Start of Block

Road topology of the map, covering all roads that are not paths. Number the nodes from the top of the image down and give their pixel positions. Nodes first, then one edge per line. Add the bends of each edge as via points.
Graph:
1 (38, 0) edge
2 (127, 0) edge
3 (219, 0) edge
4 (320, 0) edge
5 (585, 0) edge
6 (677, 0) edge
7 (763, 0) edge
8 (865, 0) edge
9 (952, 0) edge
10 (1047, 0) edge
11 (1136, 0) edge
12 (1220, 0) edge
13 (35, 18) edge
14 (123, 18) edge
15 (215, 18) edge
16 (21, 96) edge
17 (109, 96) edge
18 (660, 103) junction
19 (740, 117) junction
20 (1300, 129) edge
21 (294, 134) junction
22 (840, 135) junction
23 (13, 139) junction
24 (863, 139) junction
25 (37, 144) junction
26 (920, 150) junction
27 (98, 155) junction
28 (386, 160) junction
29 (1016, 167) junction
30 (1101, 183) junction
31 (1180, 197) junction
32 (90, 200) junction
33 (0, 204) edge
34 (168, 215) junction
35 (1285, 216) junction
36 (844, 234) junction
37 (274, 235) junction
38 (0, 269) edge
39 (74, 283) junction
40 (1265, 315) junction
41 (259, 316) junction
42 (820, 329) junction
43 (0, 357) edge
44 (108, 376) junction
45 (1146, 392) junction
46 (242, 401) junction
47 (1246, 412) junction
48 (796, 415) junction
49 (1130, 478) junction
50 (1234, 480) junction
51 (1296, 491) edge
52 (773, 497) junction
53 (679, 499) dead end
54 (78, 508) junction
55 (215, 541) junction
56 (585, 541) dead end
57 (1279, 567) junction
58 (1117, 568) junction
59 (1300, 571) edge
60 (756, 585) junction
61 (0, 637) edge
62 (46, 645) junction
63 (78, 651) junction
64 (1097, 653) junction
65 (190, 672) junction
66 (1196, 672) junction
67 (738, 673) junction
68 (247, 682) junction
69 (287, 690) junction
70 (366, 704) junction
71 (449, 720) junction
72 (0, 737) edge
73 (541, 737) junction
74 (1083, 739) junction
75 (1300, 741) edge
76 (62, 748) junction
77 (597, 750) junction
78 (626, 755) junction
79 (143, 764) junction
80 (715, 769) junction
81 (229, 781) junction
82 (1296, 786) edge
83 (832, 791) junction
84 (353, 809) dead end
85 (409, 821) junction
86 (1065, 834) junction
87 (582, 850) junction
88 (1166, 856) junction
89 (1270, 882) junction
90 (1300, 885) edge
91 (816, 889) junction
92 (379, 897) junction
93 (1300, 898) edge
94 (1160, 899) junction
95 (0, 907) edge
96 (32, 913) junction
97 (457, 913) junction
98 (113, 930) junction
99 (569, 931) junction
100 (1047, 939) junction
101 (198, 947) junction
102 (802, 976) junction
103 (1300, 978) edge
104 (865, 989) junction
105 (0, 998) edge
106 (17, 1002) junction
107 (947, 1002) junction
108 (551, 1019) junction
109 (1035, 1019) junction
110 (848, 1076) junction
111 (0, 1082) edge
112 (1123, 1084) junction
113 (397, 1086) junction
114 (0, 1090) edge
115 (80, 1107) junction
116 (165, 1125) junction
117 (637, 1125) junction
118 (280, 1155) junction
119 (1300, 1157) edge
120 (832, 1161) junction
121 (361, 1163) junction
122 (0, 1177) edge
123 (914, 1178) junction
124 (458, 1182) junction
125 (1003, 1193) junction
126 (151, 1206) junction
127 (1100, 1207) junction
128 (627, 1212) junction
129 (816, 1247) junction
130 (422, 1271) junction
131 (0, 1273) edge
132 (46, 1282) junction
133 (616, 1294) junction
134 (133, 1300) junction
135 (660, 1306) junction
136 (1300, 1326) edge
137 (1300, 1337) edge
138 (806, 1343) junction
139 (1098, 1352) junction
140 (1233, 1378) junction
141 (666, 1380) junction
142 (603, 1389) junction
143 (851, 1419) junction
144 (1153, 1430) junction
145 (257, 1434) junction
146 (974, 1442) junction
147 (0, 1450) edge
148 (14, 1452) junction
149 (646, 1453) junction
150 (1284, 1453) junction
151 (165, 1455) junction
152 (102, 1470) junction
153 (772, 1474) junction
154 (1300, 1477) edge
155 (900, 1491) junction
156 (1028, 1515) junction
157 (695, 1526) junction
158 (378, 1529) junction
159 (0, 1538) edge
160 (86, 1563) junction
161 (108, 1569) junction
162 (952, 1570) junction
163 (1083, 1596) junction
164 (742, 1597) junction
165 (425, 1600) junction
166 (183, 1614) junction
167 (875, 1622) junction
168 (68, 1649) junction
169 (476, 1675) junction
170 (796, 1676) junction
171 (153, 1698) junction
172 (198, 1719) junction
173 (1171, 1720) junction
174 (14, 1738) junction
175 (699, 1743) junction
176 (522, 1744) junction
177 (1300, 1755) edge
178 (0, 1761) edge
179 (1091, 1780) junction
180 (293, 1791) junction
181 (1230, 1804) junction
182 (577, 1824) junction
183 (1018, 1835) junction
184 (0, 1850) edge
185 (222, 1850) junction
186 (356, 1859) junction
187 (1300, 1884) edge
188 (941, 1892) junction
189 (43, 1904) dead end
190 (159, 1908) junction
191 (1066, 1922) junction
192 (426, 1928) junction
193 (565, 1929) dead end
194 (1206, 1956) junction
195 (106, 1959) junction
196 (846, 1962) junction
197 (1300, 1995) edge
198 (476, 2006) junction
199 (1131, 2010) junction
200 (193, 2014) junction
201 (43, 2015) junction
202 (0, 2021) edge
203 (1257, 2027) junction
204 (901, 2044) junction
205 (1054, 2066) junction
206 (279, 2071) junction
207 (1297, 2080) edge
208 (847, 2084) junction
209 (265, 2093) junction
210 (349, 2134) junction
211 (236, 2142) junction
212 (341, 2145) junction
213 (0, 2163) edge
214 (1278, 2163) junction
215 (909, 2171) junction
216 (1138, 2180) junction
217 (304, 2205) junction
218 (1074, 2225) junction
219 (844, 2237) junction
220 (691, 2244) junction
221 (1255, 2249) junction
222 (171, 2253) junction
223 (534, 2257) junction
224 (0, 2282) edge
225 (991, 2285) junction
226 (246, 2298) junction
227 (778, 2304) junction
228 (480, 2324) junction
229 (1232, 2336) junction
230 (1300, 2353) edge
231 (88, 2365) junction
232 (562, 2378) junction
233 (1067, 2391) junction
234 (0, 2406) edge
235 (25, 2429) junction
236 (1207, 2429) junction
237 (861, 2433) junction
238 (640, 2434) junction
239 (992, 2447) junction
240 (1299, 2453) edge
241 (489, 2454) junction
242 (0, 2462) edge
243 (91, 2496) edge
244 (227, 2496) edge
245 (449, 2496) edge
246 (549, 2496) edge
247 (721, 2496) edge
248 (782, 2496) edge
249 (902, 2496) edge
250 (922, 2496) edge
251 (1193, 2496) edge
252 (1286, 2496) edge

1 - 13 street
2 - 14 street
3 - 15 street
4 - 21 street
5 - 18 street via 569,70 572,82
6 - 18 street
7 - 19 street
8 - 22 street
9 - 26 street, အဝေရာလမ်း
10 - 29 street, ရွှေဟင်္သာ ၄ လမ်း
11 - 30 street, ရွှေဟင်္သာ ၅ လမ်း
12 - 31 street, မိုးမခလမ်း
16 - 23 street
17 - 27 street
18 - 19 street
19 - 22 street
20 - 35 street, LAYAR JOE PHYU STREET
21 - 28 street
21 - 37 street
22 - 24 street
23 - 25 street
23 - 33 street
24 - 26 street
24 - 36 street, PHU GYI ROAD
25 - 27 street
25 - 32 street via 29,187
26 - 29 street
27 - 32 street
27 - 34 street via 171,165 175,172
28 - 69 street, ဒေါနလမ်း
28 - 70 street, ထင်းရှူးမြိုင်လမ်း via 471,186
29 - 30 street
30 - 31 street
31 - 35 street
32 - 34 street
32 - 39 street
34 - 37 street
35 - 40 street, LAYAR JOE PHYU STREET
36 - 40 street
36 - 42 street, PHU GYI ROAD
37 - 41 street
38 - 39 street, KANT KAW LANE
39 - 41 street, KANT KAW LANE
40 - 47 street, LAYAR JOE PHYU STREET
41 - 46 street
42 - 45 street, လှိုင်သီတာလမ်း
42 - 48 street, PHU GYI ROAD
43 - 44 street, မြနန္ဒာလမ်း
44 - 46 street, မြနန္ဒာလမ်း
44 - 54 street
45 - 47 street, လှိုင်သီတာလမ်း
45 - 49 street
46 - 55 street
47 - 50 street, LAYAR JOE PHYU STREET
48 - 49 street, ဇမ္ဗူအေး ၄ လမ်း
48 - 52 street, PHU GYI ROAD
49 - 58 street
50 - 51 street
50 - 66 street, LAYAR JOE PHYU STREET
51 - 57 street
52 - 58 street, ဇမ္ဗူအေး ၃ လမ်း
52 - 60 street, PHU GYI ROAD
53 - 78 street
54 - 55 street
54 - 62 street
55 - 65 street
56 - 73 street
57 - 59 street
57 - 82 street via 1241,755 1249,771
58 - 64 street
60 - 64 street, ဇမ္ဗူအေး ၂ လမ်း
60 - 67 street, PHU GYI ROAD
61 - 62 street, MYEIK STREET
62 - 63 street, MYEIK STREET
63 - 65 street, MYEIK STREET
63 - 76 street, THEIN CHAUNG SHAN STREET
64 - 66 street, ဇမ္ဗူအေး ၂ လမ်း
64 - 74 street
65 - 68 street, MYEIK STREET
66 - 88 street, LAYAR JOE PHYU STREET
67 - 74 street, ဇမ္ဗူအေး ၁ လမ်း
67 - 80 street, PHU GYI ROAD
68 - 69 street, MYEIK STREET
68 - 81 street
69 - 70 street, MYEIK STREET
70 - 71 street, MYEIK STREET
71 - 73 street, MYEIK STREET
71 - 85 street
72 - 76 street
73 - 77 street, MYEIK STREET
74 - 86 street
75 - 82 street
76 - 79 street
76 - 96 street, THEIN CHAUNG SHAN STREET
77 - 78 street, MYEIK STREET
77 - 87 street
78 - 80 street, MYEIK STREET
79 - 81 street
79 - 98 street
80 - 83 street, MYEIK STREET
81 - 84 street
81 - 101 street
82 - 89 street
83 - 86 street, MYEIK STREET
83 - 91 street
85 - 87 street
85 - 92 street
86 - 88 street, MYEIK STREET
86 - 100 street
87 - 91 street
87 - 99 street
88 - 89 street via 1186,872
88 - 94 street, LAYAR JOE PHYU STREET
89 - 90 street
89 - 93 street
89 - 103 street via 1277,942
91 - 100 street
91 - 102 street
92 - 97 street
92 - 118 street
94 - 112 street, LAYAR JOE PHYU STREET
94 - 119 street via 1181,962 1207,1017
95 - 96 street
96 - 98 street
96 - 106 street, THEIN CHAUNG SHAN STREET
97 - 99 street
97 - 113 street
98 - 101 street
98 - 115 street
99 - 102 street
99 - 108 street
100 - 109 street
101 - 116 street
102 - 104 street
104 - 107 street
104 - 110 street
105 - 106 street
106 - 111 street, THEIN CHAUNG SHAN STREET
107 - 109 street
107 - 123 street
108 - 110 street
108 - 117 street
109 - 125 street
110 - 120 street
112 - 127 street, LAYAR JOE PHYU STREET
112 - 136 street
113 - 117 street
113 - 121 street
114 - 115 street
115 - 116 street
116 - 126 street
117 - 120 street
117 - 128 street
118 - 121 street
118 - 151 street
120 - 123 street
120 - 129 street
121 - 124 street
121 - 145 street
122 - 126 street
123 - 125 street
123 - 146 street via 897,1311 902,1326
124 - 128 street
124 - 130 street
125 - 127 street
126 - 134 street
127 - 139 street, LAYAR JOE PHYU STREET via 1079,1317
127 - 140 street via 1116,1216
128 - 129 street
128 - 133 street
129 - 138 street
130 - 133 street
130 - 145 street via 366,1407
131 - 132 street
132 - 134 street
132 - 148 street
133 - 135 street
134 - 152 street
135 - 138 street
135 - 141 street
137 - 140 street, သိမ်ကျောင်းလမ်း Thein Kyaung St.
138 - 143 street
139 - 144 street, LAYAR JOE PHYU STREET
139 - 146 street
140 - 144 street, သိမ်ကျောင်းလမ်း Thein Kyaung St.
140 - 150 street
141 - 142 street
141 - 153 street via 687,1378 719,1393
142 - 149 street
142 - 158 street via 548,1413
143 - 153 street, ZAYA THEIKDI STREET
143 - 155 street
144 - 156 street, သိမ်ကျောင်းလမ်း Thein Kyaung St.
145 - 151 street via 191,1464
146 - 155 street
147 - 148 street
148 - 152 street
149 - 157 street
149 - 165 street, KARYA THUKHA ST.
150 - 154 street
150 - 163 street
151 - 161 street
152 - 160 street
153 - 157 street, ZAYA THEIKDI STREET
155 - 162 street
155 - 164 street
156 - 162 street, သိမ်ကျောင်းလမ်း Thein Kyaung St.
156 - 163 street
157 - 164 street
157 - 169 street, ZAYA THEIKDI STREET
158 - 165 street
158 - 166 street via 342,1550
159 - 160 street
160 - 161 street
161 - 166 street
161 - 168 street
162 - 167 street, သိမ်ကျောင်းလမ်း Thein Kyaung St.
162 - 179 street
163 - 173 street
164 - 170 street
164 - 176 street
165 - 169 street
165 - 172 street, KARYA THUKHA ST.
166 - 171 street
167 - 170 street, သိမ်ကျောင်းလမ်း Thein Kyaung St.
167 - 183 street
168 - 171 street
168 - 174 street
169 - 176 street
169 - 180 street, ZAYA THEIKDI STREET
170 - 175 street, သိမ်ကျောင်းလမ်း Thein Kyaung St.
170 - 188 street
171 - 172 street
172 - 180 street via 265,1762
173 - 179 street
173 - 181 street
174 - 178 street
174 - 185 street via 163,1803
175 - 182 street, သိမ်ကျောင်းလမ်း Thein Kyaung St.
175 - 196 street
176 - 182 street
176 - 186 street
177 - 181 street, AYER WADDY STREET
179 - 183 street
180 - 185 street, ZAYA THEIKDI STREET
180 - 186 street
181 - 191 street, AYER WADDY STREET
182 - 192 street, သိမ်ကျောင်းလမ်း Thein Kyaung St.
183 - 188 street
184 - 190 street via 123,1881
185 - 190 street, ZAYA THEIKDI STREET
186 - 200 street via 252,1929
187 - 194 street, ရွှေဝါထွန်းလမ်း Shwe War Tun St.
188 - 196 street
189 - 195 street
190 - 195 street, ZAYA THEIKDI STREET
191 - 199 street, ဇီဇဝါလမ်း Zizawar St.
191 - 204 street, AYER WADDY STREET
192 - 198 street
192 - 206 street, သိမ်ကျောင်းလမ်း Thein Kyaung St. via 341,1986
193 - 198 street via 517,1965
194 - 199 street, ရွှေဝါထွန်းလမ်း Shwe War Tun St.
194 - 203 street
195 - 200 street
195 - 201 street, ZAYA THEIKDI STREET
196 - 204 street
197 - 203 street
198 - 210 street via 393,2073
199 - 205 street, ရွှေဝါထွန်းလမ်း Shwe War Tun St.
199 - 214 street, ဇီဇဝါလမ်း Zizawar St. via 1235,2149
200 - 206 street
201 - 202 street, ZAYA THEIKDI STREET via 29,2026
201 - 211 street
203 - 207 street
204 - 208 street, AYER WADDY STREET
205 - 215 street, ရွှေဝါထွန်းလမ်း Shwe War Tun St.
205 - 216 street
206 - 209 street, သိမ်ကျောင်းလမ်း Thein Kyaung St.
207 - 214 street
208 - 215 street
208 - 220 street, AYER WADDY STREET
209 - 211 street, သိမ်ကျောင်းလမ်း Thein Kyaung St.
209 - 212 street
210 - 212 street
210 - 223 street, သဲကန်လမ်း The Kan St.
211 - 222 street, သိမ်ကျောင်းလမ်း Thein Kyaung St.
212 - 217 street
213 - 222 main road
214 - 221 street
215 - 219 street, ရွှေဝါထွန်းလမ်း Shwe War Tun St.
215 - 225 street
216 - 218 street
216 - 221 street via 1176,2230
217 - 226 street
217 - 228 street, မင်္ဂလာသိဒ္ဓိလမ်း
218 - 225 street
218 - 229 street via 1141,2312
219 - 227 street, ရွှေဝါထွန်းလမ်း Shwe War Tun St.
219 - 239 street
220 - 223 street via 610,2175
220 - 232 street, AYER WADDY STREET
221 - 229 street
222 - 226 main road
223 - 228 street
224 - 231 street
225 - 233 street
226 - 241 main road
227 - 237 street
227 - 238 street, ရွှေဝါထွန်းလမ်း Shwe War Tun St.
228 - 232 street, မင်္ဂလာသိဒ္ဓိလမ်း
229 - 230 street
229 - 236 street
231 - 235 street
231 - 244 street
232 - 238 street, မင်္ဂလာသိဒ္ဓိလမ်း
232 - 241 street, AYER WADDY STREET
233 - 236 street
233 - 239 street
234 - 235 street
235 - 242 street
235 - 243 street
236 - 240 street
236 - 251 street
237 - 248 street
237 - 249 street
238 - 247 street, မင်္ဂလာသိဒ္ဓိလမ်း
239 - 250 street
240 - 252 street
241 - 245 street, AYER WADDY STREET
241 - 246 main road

End of Block

__EXERCISE DIRECTIONS__
Looking at the entries above, copy out every line in which "Zizawar" occurs.

__OUTPUT__
191 - 199 street, ဇီဇဝါလမ်း Zizawar St.
199 - 214 street, ဇီဇဝါလမ်း Zizawar St. via 1235,2149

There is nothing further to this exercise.